After six months of property prices rising in the face of high-interest rates, the ongoing recovery still faces “significant headwinds” in the second half of 2023 according to the latest Herron Todd White (HTW) Month in Review.

In the July report, HTW National Director of Residential Ben Esau said even though the Reserve Bank of Australia (RBA) has shown a willingness to slow down its rate hikes, the impact of previous rises are yet to fully play out.

“The lag effect of interest rate increases may not just be the time taken for the new rates to be implemented by lenders, but also how long stressed homeowners can stay liquid after the shock of this rate rise cycle,” Mr Esau said.

“This may also escalate if we see any significant increases in unemployment over the next six to twelve months.

“The next phase of our post-pandemic economy has created a precarious remainder of 2023 for the residential property market.”

Mr Esau said signs of stress in mortgage borrowers are being closely watched, including via reduced savings and spending, increasing arrears and through increased property listings. 

“Throughout the second half of the year, new listings may become a key metric to watch as they’re currently below long-term averages,” he said.

“If we see increases – particularly in certain geographic or market sectors – this could lead to sharper declines in values. 

“While the tight rental market may help absorb listings, buyers will continue to see their purchasing power diminish, with higher rates impacting serviceability requirements.”

He said rental price increases are putting pressure on tenants. 

“Calls for greater tenant protections are likely to amplify and rising interest rates will continue to put pressure on mortgaged landlords to pass these costs onto tenants,” Mr Esau said.

According to Mr Esau, increasing supply initiatives such as affordable housing projects and converting commercial buildings into residential will not provide any immediate relief. 

“As policy makers continue to look for short-term solutions to the rental shortage, we expect to see more focus on short-stay rentals and vacant investment properties… particularly within metro localities,” he said.

“Policy changes in these areas would seek to disincentivise short-term usage or vacancies and aim to push this stock back into the long-term rental market. 

“Whilst these types of initiatives in isolation won’t solve the problem, they may provide opportunities to demonstrate progress against a backdrop of growing public concern.”

“That said, they may well disincentivise investors away from residential property too – not something we want in these tight markets.”

Source: Herron Todd White

Sydney

HTW Director Shaun Thomas said across Sydney, many people believe the bottom of the downturn appears to have been reached in the first two months of the year.
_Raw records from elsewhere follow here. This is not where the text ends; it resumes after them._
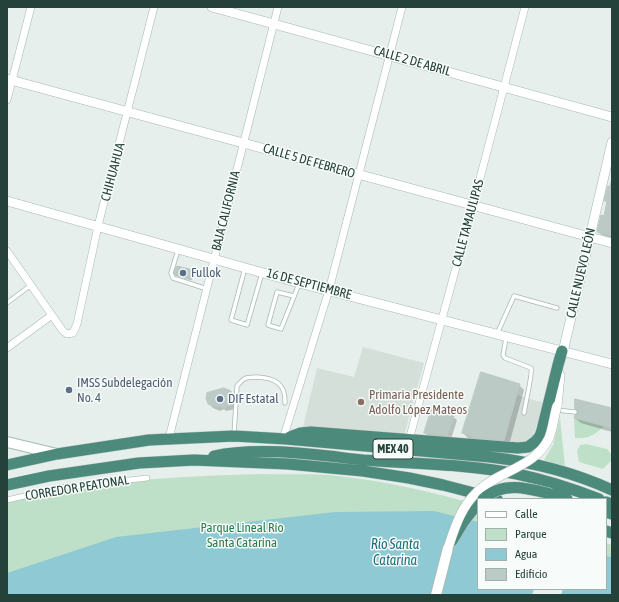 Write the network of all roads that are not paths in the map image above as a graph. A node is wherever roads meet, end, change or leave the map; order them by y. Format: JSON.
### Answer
{"nodes":[{"id":1,"x":31,"y":7,"type":"edge"},
{"id":2,"x":154,"y":7,"type":"edge"},
{"id":3,"x":212,"y":7,"type":"edge"},
{"id":4,"x":278,"y":7,"type":"edge"},
{"id":5,"x":402,"y":7,"type":"edge"},
{"id":6,"x":525,"y":7,"type":"edge"},
{"id":7,"x":274,"y":24,"type":"junction"},
{"id":8,"x":390,"y":55,"type":"junction"},
{"id":9,"x":10,"y":79,"type":"edge"},
{"id":10,"x":504,"y":87,"type":"junction"},
{"id":11,"x":7,"y":100,"type":"edge"},
{"id":12,"x":128,"y":112,"type":"junction"},
{"id":13,"x":612,"y":117,"type":"edge"},
{"id":14,"x":612,"y":142,"type":"edge"},
{"id":15,"x":244,"y":143,"type":"junction"},
{"id":16,"x":358,"y":175,"type":"junction"},
{"id":17,"x":7,"y":201,"type":"edge"},
{"id":18,"x":473,"y":205,"type":"junction"},
{"id":19,"x":98,"y":226,"type":"junction"},
{"id":20,"x":589,"y":237,"type":"junction"},
{"id":21,"x":612,"y":243,"type":"edge"},
{"id":22,"x":179,"y":248,"type":"junction"},
{"id":23,"x":7,"y":251,"type":"edge"},
{"id":24,"x":214,"y":258,"type":"junction"},
{"id":25,"x":245,"y":267,"type":"junction"},
{"id":26,"x":263,"y":272,"type":"junction"},
{"id":27,"x":299,"y":283,"type":"junction"},
{"id":28,"x":31,"y":285,"type":"junction"},
{"id":29,"x":207,"y":289,"type":"junction"},
{"id":30,"x":329,"y":290,"type":"junction"},
{"id":31,"x":294,"y":296,"type":"junction"},
{"id":32,"x":7,"y":303,"type":"edge"},
{"id":33,"x":557,"y":308,"type":"dead end"},
{"id":34,"x":52,"y":315,"type":"junction"},
{"id":35,"x":442,"y":320,"type":"junction"},
{"id":36,"x":502,"y":336,"type":"junction"},
{"id":37,"x":7,"y":348,"type":"edge"},
{"id":38,"x":562,"y":351,"type":"junction"},
{"id":39,"x":612,"y":364,"type":"edge"},
{"id":40,"x":285,"y":403,"type":"dead end"},
{"id":41,"x":556,"y":408,"type":"junction"},
{"id":42,"x":575,"y":412,"type":"dead end"},
{"id":43,"x":524,"y":413,"type":"dead end"},
{"id":44,"x":234,"y":436,"type":"junction"},
{"id":45,"x":169,"y":438,"type":"junction"},
{"id":46,"x":284,"y":439,"type":"junction"},
{"id":47,"x":409,"y":440,"type":"junction"},
{"id":48,"x":7,"y":442,"type":"edge"},
{"id":49,"x":58,"y":454,"type":"junction"},
{"id":50,"x":194,"y":460,"type":"junction"},
{"id":51,"x":7,"y":465,"type":"edge"},
{"id":52,"x":147,"y":478,"type":"dead end"},
{"id":53,"x":7,"y":485,"type":"edge"},
{"id":54,"x":612,"y":490,"type":"edge"},
{"id":55,"x":484,"y":498,"type":"edge"},
{"id":56,"x":493,"y":498,"type":"edge"},
{"id":57,"x":564,"y":498,"type":"edge"},
{"id":58,"x":596,"y":498,"type":"edge"},
{"id":59,"x":7,"y":500,"type":"edge"},
{"id":60,"x":477,"y":504,"type":"edge"},
{"id":61,"x":448,"y":548,"type":"junction"},
{"id":62,"x":436,"y":595,"type":"edge"}],
"edges":[{"from":1,"to":9,"type":"street"},
{"from":2,"to":12,"type":"street","name":"CHIHUAHUA"},
{"from":3,"to":7,"type":"street","name":"CALLE 2 DE ABRIL"},
{"from":4,"to":7,"type":"street","name":"BAJA CALIFORNIA"},
{"from":5,"to":8,"type":"street"},
{"from":6,"to":10,"type":"street","name":"CALLE TAMAULIPAS"},
{"from":7,"to":8,"type":"street","name":"CALLE 2 DE ABRIL"},
{"from":7,"to":15,"type":"street","name":"BAJA CALIFORNIA"},
{"from":8,"to":10,"type":"street","name":"CALLE 2 DE ABRIL"},
{"from":8,"to":16,"type":"street"},
{"from":9,"to":11,"type":"street"},
{"from":9,"to":12,"type":"street","name":"CALLE 5 DE FEBRERO"},
{"from":10,"to":13,"type":"street","name":"CALLE 2 DE ABRIL"},
{"from":10,"to":18,"type":"street","name":"CALLE TAMAULIPAS"},
{"from":12,"to":15,"type":"street","name":"CALLE 5 DE FEBRERO"},
{"from":12,"to":19,"type":"street","name":"CHIHUAHUA"},
{"from":14,"to":20,"type":"street","name":"CALLE NUEVO LEÓN"},
{"from":15,"to":16,"type":"street","name":"CALLE 5 DE FEBRERO"},
{"from":15,"to":24,"type":"street","name":"BAJA CALIFORNIA"},
{"from":16,"to":18,"type":"street","name":"CALLE 5 DE FEBRERO"},
{"from":16,"to":30,"type":"street"},
{"from":17,"to":19,"type":"street","name":"16 DE SEPTIEMBRE"},
{"from":18,"to":20,"type":"street","name":"CALLE 5 DE FEBRERO"},
{"from":18,"to":35,"type":"street","name":"CALLE TAMAULIPAS"},
{"from":19,"to":22,"type":"street","name":"16 DE SEPTIEMBRE"},
{"from":19,"to":34,"type":"street","name":"CHIHUAHUA"},
{"from":20,"to":21,"type":"street","name":"CALLE 5 DE FEBRERO"},
{"from":20,"to":38,"type":"street","name":"CALLE NUEVO LEÓN"},
{"from":22,"to":24,"type":"street","name":"16 DE SEPTIEMBRE"},
{"from":22,"to":29,"type":"lane"},
{"from":23,"to":28,"type":"street"},
{"from":24,"to":25,"type":"street","name":"16 DE SEPTIEMBRE"},
{"from":24,"to":29,"type":"street","name":"BAJA CALIFORNIA"},
{"from":25,"to":26,"type":"street","name":"16 DE SEPTIEMBRE"},
{"from":25,"to":26,"type":"lane"},
{"from":26,"to":27,"type":"street","name":"16 DE SEPTIEMBRE"},
{"from":27,"to":30,"type":"street","name":"16 DE SEPTIEMBRE"},
{"from":27,"to":31,"type":"lane"},
{"from":28,"to":32,"type":"lane"},
{"from":28,"to":34,"type":"street"},
{"from":29,"to":45,"type":"street","name":"BAJA CALIFORNIA"},
{"from":30,"to":35,"type":"street","name":"16 DE SEPTIEMBRE"},
{"from":30,"to":46,"type":"street"},
{"from":31,"to":31,"type":"lane"},
{"from":33,"to":36,"type":"lane"},
{"from":34,"to":37,"type":"street"},
{"from":35,"to":36,"type":"street","name":"16 DE SEPTIEMBRE"},
{"from":35,"to":47,"type":"street","name":"CALLE TAMAULIPAS"},
{"from":36,"to":38,"type":"street","name":"16 DE SEPTIEMBRE"},
{"from":36,"to":43,"type":"lane"},
{"from":38,"to":39,"type":"street","name":"16 DE SEPTIEMBRE"},
{"from":38,"to":41,"type":"street","name":"CALLE NUEVO LEÓN"},
{"from":38,"to":47,"type":"highway"},
{"from":40,"to":44,"type":"lane"},
{"from":41,"to":42,"type":"lane"},
{"from":41,"to":61,"type":"street","name":"CALLE NUEVO LEÓN","bridge":true},
{"from":44,"to":45,"type":"highway","number":"MEX 40"},
{"from":44,"to":46,"type":"highway","number":"MEX 40"},
{"from":45,"to":49,"type":"highway","number":"MEX 40"},
{"from":46,"to":47,"type":"highway"},
{"from":46,"to":54,"type":"highway","number":"MEX 40"},
{"from":48,"to":49,"type":"main road"},
{"from":49,"to":51,"type":"highway","number":"MEX 40"},
{"from":50,"to":53,"type":"highway","number":"MEX 40"},
{"from":50,"to":56,"type":"highway","number":"MEX 40"},
{"from":50,"to":58,"type":"highway"},
{"from":52,"to":59,"type":"street","name":"CORREDOR PEATONAL"},
{"from":55,"to":57,"type":"highway","bridge":true},
{"from":60,"to":61,"type":"highway","bridge":true},
{"from":61,"to":62,"type":"main road"}]} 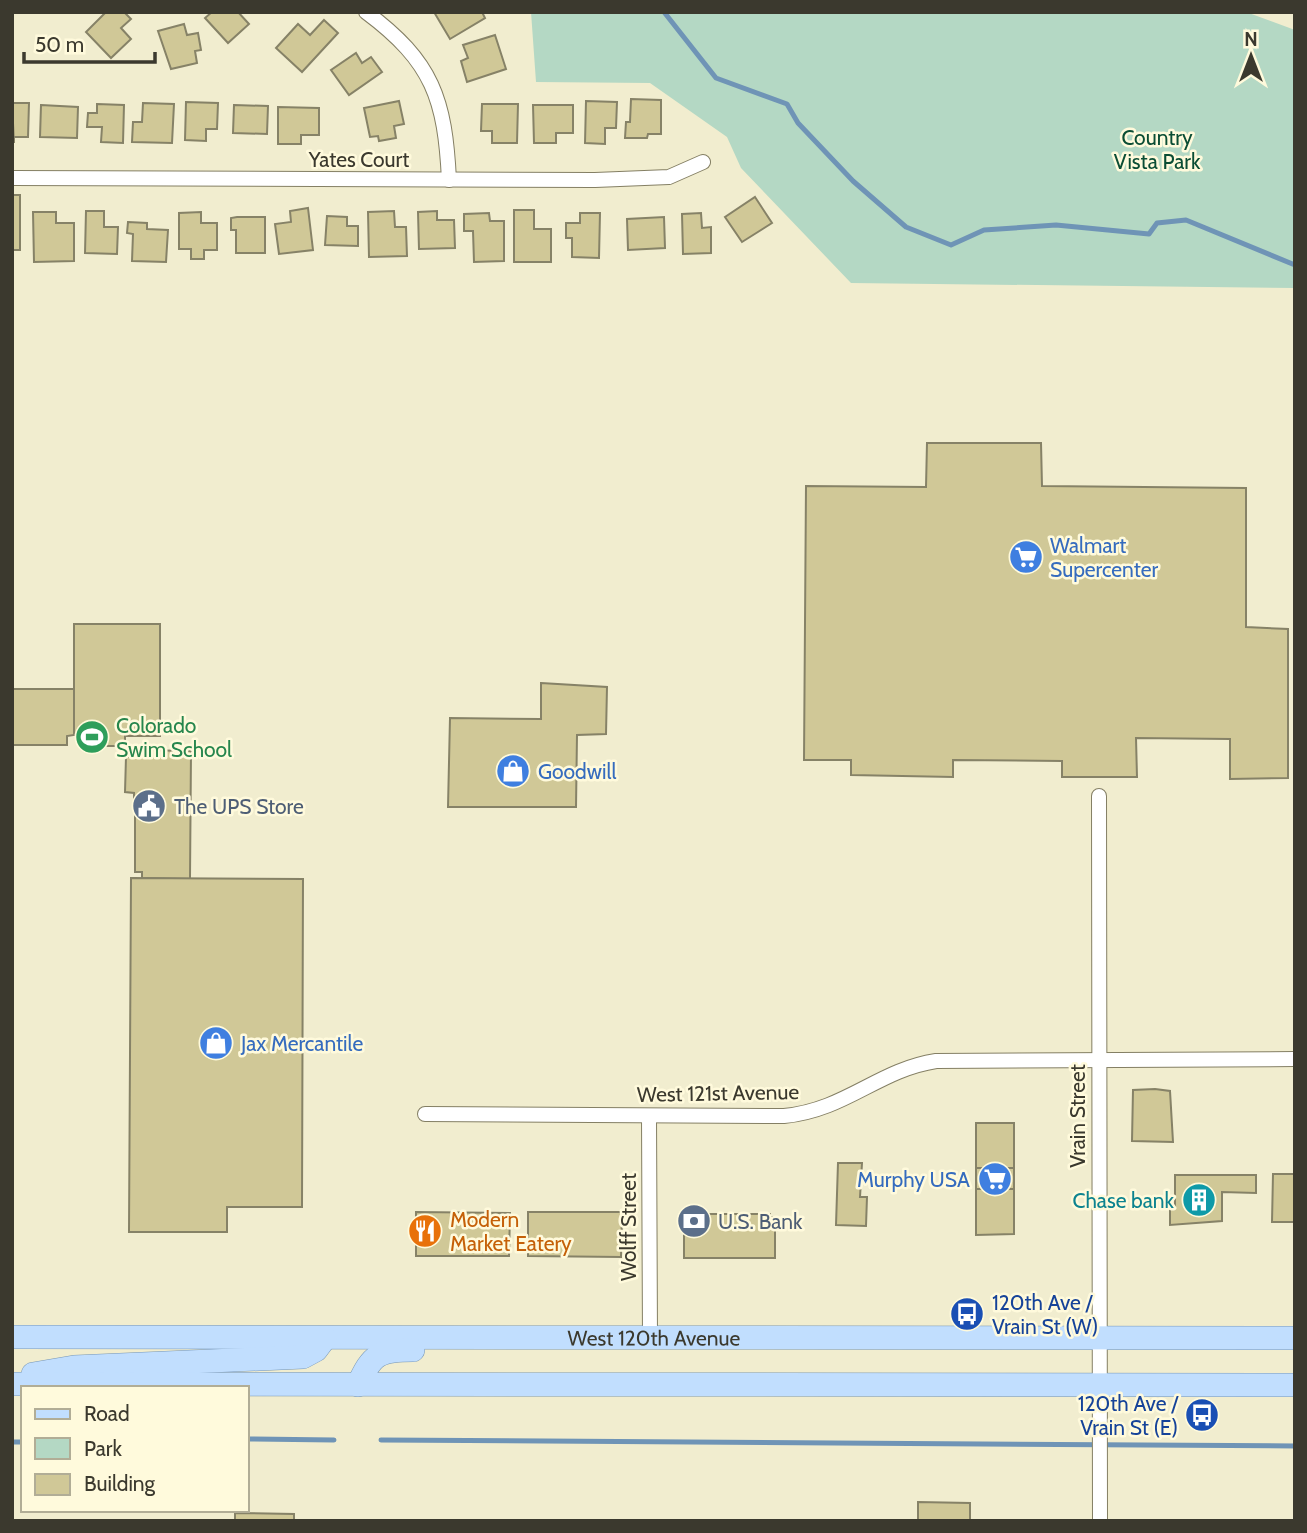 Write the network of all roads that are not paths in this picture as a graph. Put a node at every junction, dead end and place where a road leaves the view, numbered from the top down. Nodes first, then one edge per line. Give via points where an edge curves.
1 (366, 12) edge
2 (703, 162) dead end
3 (12, 178) edge
4 (449, 180) junction
5 (1099, 796) dead end
6 (1099, 1059) junction
7 (1295, 1059) edge
8 (425, 1114) dead end
9 (649, 1116) junction
10 (12, 1337) edge
11 (1098, 1337) junction
12 (325, 1338) junction
13 (645, 1338) junction
14 (1295, 1338) edge
15 (12, 1378) edge
16 (12, 1384) edge
17 (1098, 1384) junction
18 (358, 1385) junction
19 (1295, 1385) edge
20 (1100, 1521) edge

1 - 4 street via 411,51 426,71 441,108
2 - 4 street, Yates Court via 670,177
3 - 4 street, Yates Court
5 - 6 street, Vrain Street
6 - 7 street, West 121st Avenue
6 - 9 street, West 121st Avenue via 936,1061 901,1068 839,1103 809,1113
6 - 11 street, Vrain Street
8 - 9 street, West 121st Avenue
9 - 13 street, Wolff Street
10 - 12 main road, West 120th Avenue
11 - 13 main road, West 120th Avenue
11 - 14 main road, West 120th Avenue
11 - 17 street, Vrain Street
12 - 13 main road, West 120th Avenue
12 - 15 main road via 303,1357 74,1367
13 - 18 main road via 605,1352 389,1350 369,1360
16 - 18 main road
17 - 18 main road
17 - 19 main road
17 - 20 street, Vrain Street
“In the three months to the end of May, the median price growth across Sydney could almost be described as booming, with houses up five per cent and units 3.3 per cent over that quarter,” Mr Thomas said.

“There is no doubt that demand has increased as those holding out for the bottom of the market now have an increasing fear of missing out on it.”

He said it is hard to imagine that prices can continue to recover at the pace they did last quarter, particularly if the economy pushes closer to a recession later this year.

Mr Thomas said rental pressure across the state is likely to remain in place for the time being.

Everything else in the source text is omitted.